August 3, 2021

How Opioid Policy Impacts Opioid Utilization and Disability

The Workers’ Compensation Research Institute (WCRI) published a new report, Effects of Opioid-Related Policies on Opioid Utilization, Nature of Medical Care, and Duration of Disability, which explores how policies limiting access to opioid prescriptions contributed to changes in opioid utilization and how they altered other medical care related to the management of pain.

The report is available for free for WCRI members, or available for purchase for non-members.

The study analyzes information for workers injured between October 1, 2009, and March 31, 2018, in 33 states, estimating the effects of state-level opioid policies by comparing outcomes in states that adopted such policies against states that did not, while accounting for other factors that could have influenced changes in opioid utilization and the other outcomes studied.

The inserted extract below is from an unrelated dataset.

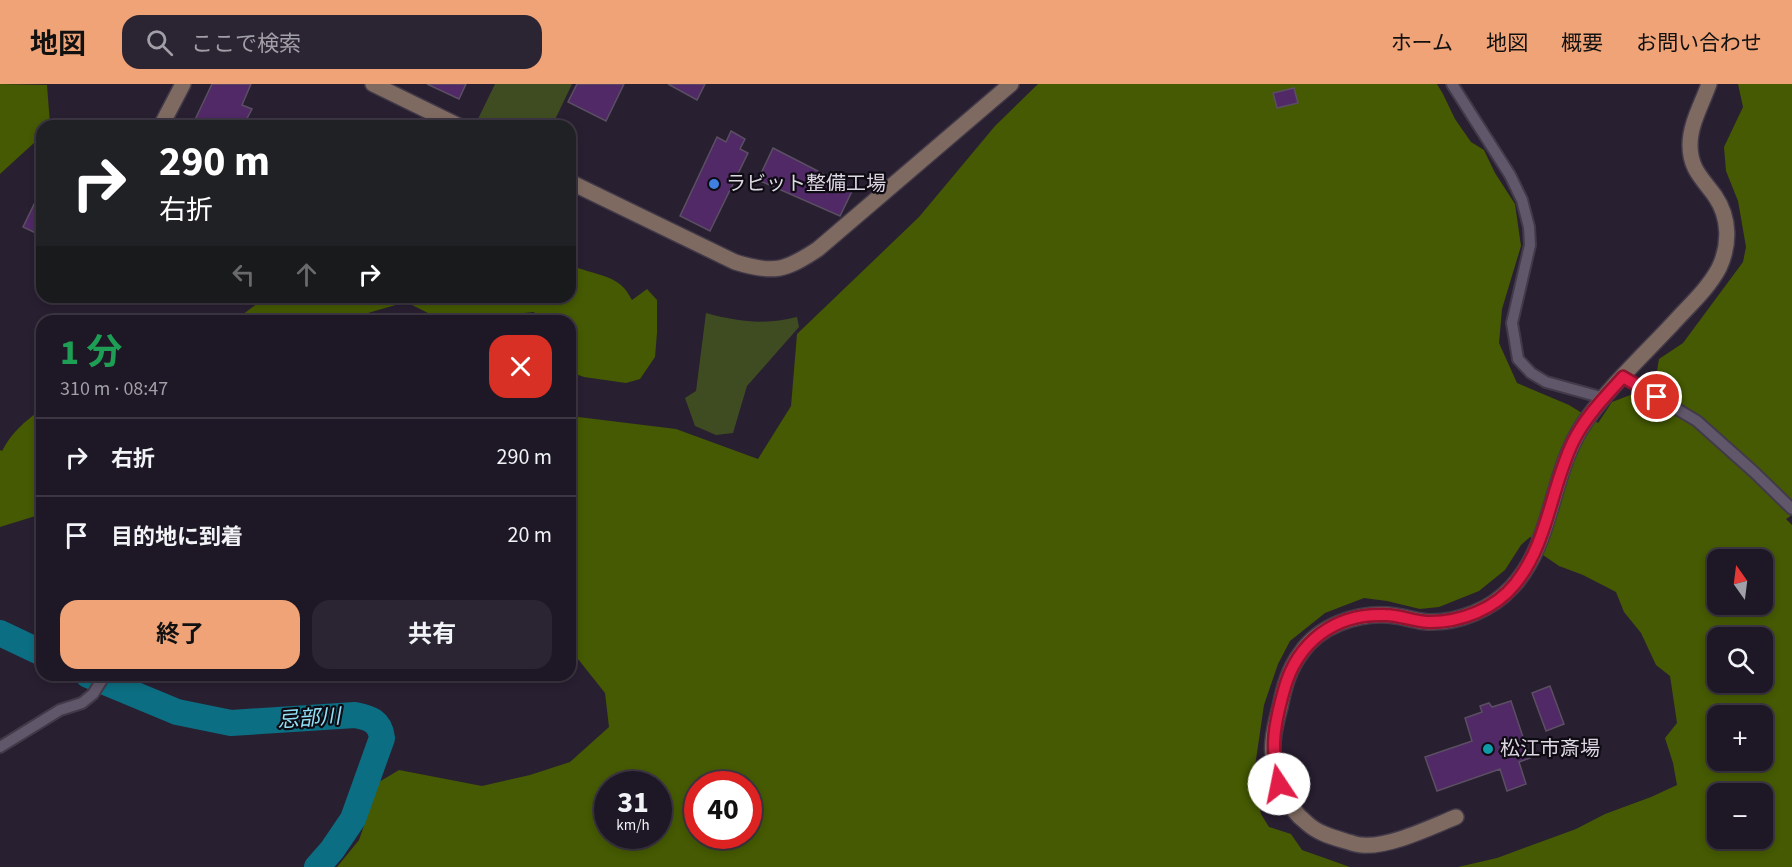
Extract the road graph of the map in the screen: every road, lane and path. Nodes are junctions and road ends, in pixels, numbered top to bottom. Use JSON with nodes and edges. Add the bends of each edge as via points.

Overall opioid utilization has declined, with opioid utilization varying greatly between all claims and a subset of claims with seven or more days of lost work time.

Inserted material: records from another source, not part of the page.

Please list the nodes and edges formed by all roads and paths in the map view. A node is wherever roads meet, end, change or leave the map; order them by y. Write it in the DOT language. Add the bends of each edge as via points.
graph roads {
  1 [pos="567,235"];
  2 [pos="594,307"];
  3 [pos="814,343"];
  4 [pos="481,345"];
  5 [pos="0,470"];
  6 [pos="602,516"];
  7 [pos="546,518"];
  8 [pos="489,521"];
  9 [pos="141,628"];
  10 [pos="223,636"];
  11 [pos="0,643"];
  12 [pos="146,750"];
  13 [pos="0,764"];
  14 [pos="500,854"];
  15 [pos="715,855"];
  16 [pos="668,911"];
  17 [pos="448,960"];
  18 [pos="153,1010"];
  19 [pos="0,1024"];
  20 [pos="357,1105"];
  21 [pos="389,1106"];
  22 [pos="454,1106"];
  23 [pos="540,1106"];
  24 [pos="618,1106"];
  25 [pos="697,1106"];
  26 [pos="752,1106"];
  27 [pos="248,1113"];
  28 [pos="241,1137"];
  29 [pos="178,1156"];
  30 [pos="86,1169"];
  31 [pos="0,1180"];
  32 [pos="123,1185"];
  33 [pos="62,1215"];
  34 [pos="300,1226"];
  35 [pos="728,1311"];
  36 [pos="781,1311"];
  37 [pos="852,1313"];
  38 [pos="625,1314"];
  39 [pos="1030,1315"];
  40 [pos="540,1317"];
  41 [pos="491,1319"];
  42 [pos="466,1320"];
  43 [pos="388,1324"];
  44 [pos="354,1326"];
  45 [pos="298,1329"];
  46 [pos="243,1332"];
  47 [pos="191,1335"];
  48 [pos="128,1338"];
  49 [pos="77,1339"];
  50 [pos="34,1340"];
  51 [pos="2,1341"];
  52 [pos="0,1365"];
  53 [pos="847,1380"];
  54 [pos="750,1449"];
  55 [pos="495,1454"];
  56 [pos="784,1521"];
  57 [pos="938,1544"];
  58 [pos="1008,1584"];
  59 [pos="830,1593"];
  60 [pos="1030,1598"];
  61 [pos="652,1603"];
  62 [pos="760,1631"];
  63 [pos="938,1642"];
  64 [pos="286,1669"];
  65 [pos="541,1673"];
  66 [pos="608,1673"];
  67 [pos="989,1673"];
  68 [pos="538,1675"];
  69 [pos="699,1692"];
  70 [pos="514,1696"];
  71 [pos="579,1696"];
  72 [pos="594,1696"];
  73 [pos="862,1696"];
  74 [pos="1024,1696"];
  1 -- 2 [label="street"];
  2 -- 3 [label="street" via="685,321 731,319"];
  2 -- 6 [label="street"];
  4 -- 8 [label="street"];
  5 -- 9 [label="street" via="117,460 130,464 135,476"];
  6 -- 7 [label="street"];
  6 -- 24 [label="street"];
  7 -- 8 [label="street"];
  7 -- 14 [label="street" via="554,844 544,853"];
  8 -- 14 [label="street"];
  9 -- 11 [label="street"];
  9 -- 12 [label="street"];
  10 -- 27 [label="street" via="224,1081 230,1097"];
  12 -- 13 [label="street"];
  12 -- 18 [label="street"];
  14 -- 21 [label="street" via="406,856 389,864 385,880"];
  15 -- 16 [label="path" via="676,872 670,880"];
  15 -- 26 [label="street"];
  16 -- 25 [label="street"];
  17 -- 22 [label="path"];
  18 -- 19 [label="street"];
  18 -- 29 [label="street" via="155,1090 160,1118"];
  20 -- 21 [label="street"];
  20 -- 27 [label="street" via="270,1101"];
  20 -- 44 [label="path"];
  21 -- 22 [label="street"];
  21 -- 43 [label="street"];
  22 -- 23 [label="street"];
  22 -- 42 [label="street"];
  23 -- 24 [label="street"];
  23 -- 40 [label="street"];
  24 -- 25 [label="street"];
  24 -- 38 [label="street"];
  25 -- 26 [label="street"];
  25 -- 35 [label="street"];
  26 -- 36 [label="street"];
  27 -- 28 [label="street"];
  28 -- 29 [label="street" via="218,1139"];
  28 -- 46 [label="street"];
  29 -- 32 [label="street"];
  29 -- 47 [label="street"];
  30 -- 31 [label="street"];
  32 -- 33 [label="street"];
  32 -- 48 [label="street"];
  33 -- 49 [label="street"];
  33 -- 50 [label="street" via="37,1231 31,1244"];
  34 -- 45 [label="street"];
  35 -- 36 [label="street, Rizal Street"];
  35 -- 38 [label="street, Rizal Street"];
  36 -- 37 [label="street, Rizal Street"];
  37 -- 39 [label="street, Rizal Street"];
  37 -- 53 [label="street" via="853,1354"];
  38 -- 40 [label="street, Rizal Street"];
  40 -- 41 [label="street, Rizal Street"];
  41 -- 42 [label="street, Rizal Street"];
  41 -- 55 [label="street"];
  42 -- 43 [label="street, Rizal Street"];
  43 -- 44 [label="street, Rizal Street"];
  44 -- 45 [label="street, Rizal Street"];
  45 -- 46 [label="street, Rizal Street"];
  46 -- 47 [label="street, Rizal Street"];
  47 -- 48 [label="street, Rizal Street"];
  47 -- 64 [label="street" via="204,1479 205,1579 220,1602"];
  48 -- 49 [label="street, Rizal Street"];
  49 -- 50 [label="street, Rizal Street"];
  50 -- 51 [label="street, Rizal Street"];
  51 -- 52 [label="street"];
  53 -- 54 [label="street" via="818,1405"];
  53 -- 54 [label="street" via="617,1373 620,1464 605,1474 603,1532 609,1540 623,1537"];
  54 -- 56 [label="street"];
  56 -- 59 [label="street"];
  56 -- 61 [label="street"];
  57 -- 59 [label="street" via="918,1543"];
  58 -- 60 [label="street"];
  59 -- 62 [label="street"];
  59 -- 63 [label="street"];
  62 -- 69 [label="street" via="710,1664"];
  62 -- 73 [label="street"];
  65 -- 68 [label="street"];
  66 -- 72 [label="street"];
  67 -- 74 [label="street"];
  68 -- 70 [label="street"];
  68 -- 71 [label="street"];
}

From 2010-2018, claims with seven or more days of lost work time fell from a high of over 1,000 down to just over 200. Meanwhile, across all claims, MME hovered just over 200 in 2010 and fell to under 100 by 2018. In claims with more than seven days of lost work time, 50% had an opioid prescription in 2010, but that fell to 30% by 2018.

Prescription drug monitoring programs (PDMPs) led to a 12% decrease in the overall MME amount of opioids prescribed. Among injured workers who received opioids, PDMPs also reduced the likelihood that injured workers would stay on opioids long-term by 12%. Meanwhile, limits on initial opioid prescriptions resulted in a 19% decrease in the MME amount of opioids among claims with opioids.

Limited evidence found that workers increased the use of other types of care due to restricted opioid access. Relatively small changes were seen in the prescription for non-opioid pain medications, and for non-pharmacologic treatment, minor changes were seen in whether workers received active physical medicine services and the number of visits for those services.

There is some evidence that PDMPs led to substitutions from opioids towards other kinds of non-opioid pain prescriptions for certain injuries. This was seen in lacerations and contusions, as well as neurologic spine cases.

One interesting note is that neurological spine cases saw a 13% decrease in MME, along with a 14% increase in interventional pain management services, indicating that some substitution was practiced due to restricted opioid access.

PDMPs and limits on initial opioid prescriptions had little impact on the duration of temporary disability benefits captured at 12 months of injury.